商標の使用権剥奪。それも仕方なし?

 黒豆プリンの消費期限・賞味期限のラベル張替等で問題となった高級料亭に対し、持ち株会社の役員会が商標の使用権剥奪を決議案として提出する考えだというニュースがありました(関連記事はこちら)。
 「吉兆」の商標権は持ち株会社が持っているようですが、件の料亭に対して使用権を許諾していたのですね。

 ところで、商標権について使用権を許諾する場合は、ちょっと留意が必要です。
 というのは、使用権を許諾した相手が、商品の品質等を誤認させるような商標の使用をしたり、他人の業務に係る商品等と混同を生じるような使用をしたりすると、なんと!商標権者が持っている商標登録が取消されてしまうことがあるからです。
 つまり、使用権を許諾した相手のうち一人でも劣悪な商品等を提供してお客さんの期待を裏切ったり、他社さんと関係があるかのように誤信させたりするような商標の使い方をすると、商標権者が割りを食うわけです!

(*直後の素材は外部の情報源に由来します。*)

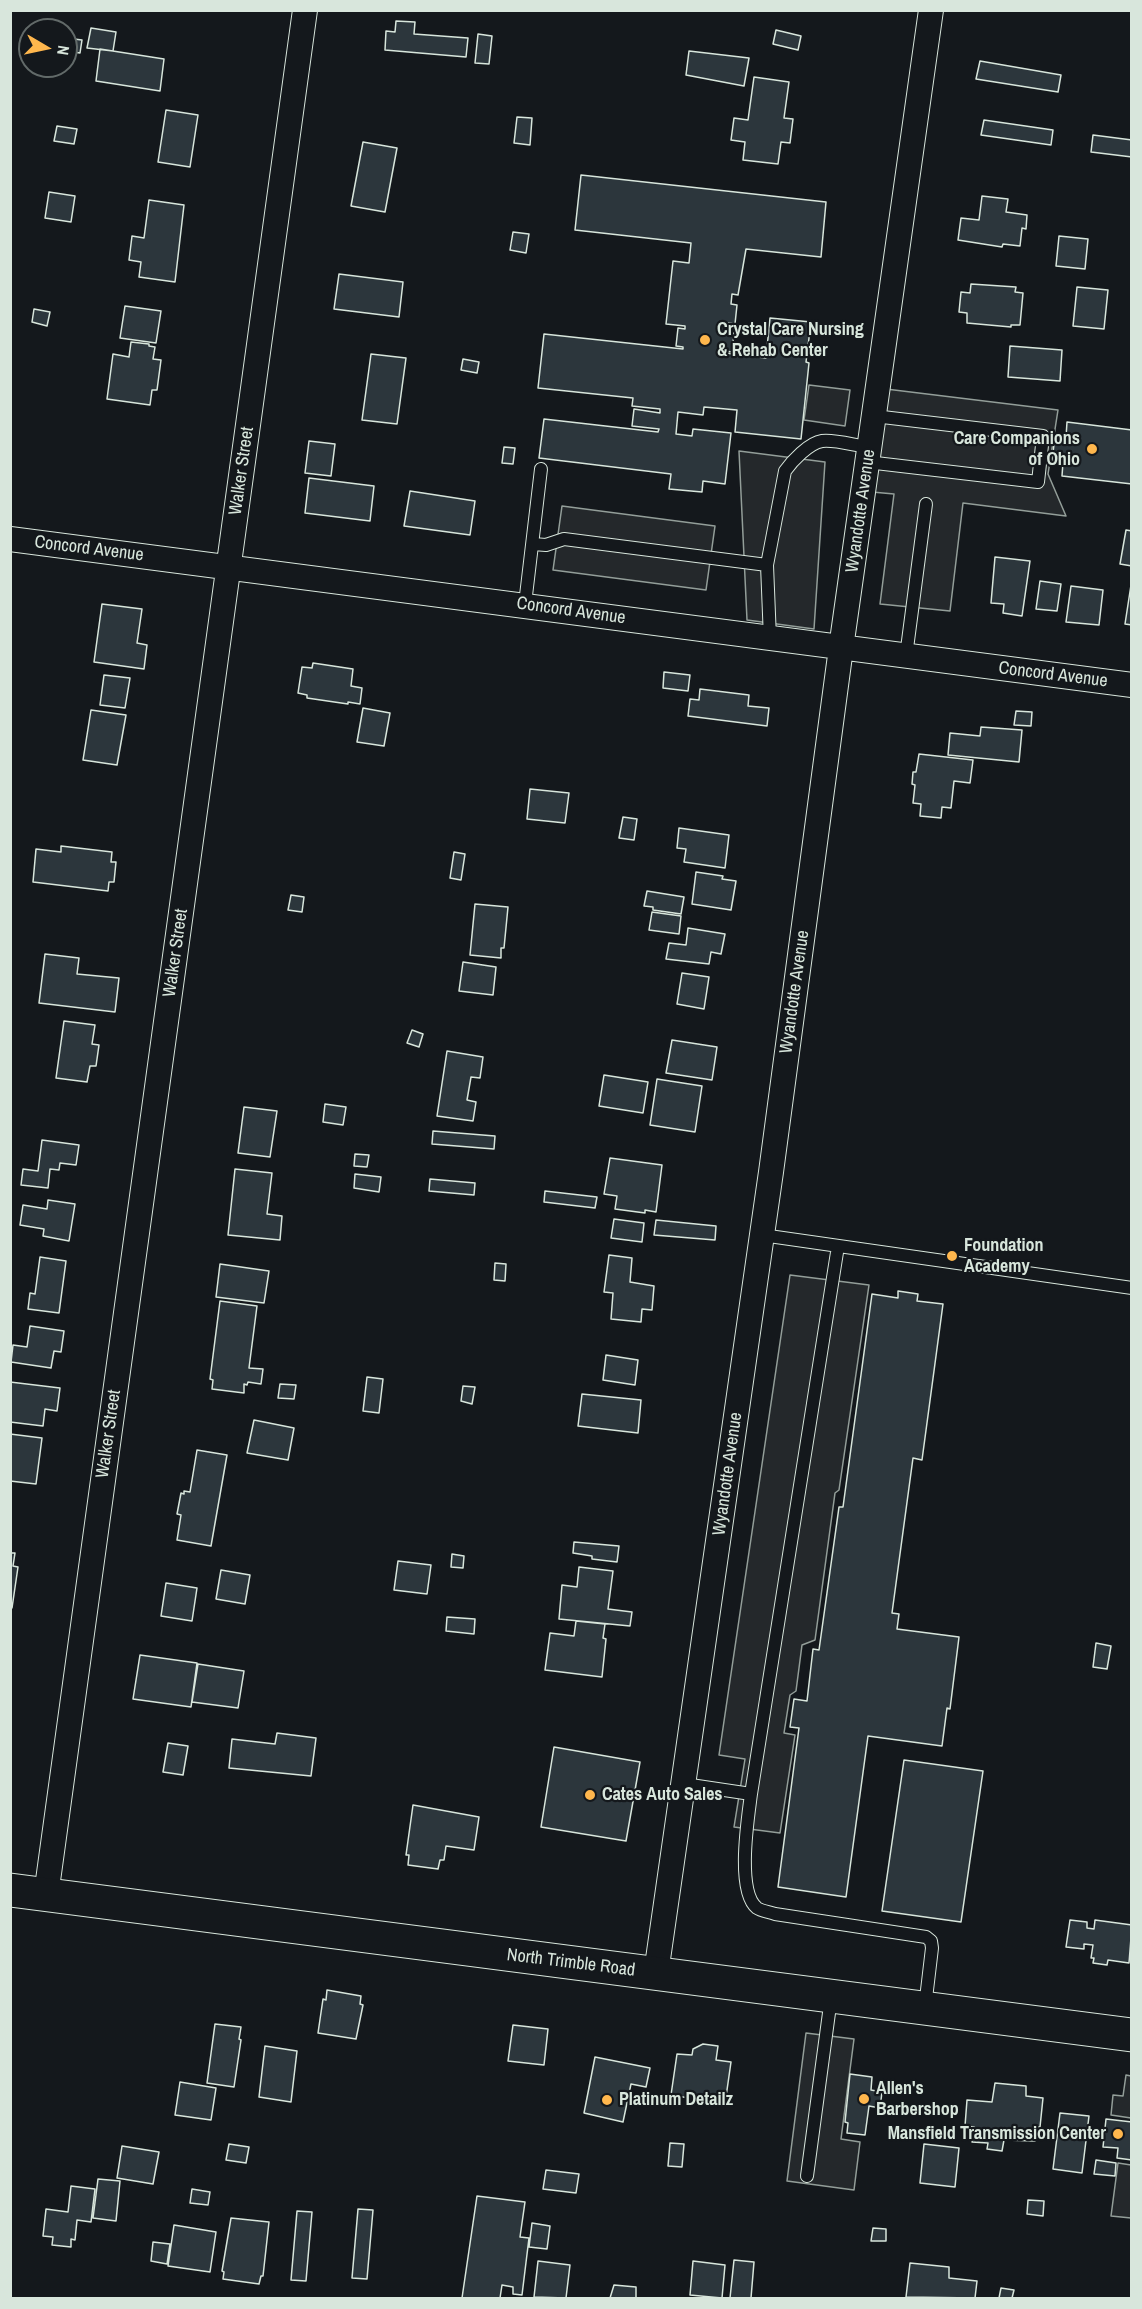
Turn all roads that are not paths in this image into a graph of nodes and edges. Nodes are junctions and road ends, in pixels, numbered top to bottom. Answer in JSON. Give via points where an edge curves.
{"nodes":[{"id":1,"x":305,"y":10,"type":"edge"},
{"id":2,"x":931,"y":10,"type":"edge"},
{"id":3,"x":874,"y":416,"type":"junction"},
{"id":4,"x":868,"y":455,"type":"junction"},
{"id":5,"x":541,"y":469,"type":"dead end"},
{"id":6,"x":926,"y":504,"type":"dead end"},
{"id":7,"x":10,"y":539,"type":"edge"},
{"id":8,"x":533,"y":544,"type":"junction"},
{"id":9,"x":767,"y":564,"type":"junction"},
{"id":10,"x":229,"y":566,"type":"junction"},
{"id":11,"x":525,"y":604,"type":"junction"},
{"id":12,"x":770,"y":639,"type":"junction"},
{"id":13,"x":841,"y":648,"type":"junction"},
{"id":14,"x":906,"y":656,"type":"junction"},
{"id":15,"x":1131,"y":685,"type":"edge"},
{"id":16,"x":762,"y":1235,"type":"junction"},
{"id":17,"x":838,"y":1246,"type":"junction"},
{"id":18,"x":1131,"y":1288,"type":"edge"},
{"id":19,"x":684,"y":1784,"type":"junction"},
{"id":20,"x":751,"y":1794,"type":"junction"},
{"id":21,"x":10,"y":1890,"type":"edge"},
{"id":22,"x":46,"y":1895,"type":"junction"},
{"id":23,"x":656,"y":1973,"type":"junction"},
{"id":24,"x":831,"y":1996,"type":"junction"},
{"id":25,"x":924,"y":2008,"type":"junction"},
{"id":26,"x":1131,"y":2035,"type":"edge"},
{"id":27,"x":807,"y":2176,"type":"dead end"}],
"edges":[{"from":1,"to":10,"type":"street","name":"Walker Street"},
{"from":2,"to":3,"type":"street","name":"Wyandotte Avenue"},
{"from":3,"to":4,"type":"street","name":"Wyandotte Avenue"},
{"from":3,"to":4,"type":"lane","via":[[1043,435],[1038,482]]},
{"from":4,"to":9,"type":"lane","via":[[822,441],[790,463],[785,471]]},
{"from":4,"to":13,"type":"street","name":"Wyandotte Avenue"},
{"from":5,"to":8,"type":"lane"},
{"from":6,"to":14,"type":"lane"},
{"from":7,"to":10,"type":"street","name":"Concord Avenue"},
{"from":8,"to":9,"type":"lane","via":[[546,545],[564,539]]},
{"from":8,"to":11,"type":"lane"},
{"from":9,"to":12,"type":"lane"},
{"from":10,"to":11,"type":"street","name":"Concord Avenue"},
{"from":10,"to":22,"type":"street","name":"Walker Street"},
{"from":11,"to":12,"type":"street","name":"Concord Avenue"},
{"from":12,"to":13,"type":"street","name":"Concord Avenue"},
{"from":13,"to":14,"type":"street","name":"Concord Avenue"},
{"from":13,"to":16,"type":"street","name":"Wyandotte Avenue"},
{"from":14,"to":15,"type":"street","name":"Concord Avenue"},
{"from":16,"to":17,"type":"lane"},
{"from":16,"to":19,"type":"street","name":"Wyandotte Avenue"},
{"from":17,"to":18,"type":"lane"},
{"from":17,"to":20,"type":"lane"},
{"from":19,"to":20,"type":"lane"},
{"from":19,"to":23,"type":"street","name":"Wyandotte Avenue"},
{"from":20,"to":25,"type":"lane","via":[[744,1846],[748,1894],[757,1908],[926,1937],[932,1948]]},
{"from":21,"to":22,"type":"main road","name":"North Trimble Road"},
{"from":22,"to":23,"type":"main road","name":"North Trimble Road"},
{"from":23,"to":24,"type":"main road","name":"North Trimble Road"},
{"from":24,"to":25,"type":"main road","name":"North Trimble Road"},
{"from":24,"to":27,"type":"lane"},
{"from":25,"to":26,"type":"main road","name":"North Trimble Road"}]}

 使用権を許諾した相手のせいで、自分の商標登録が取消されるなんて…
 なんでこんなキビシー規定があるのでしょう?

 それは、商標法が「需要者の利益保護」を目的としていることに基づきます。
 そういう商標の使い方をされると、需要者が困りますよね。「A」という商標を信用して商品を買ったのに、品質が劣悪だった、違う会社の商品だった…こういったことで一番困るのはお客さんです。

 だから、商標権者も、他人に使用権を許諾するんなら、きちんとした使い方をするように監督義務を負いなさいよ、そうでないと商標登録が取消されるという制裁が下されかねませんよ、ということにしているのです。
 
 これは特許権等の実施権と大きく異なる点です。
 
 但し、商標権者が使用監督において相当の注意をし、かつ不正使用の事実を知らなかった場合は監督義務違反でないので登録は取消されません。ここでいう「相当の注意」とは、定期的に監査している等、実質的に使用権者を監督していることが必要であるとされています。単に警告を発した程度では足りません。

 商標権について使用権の許諾を行うには、結構覚悟がいるのですね。相手をよく見極める必要があり、うかつにはできなさそうです。
 
 本日はこの辺で。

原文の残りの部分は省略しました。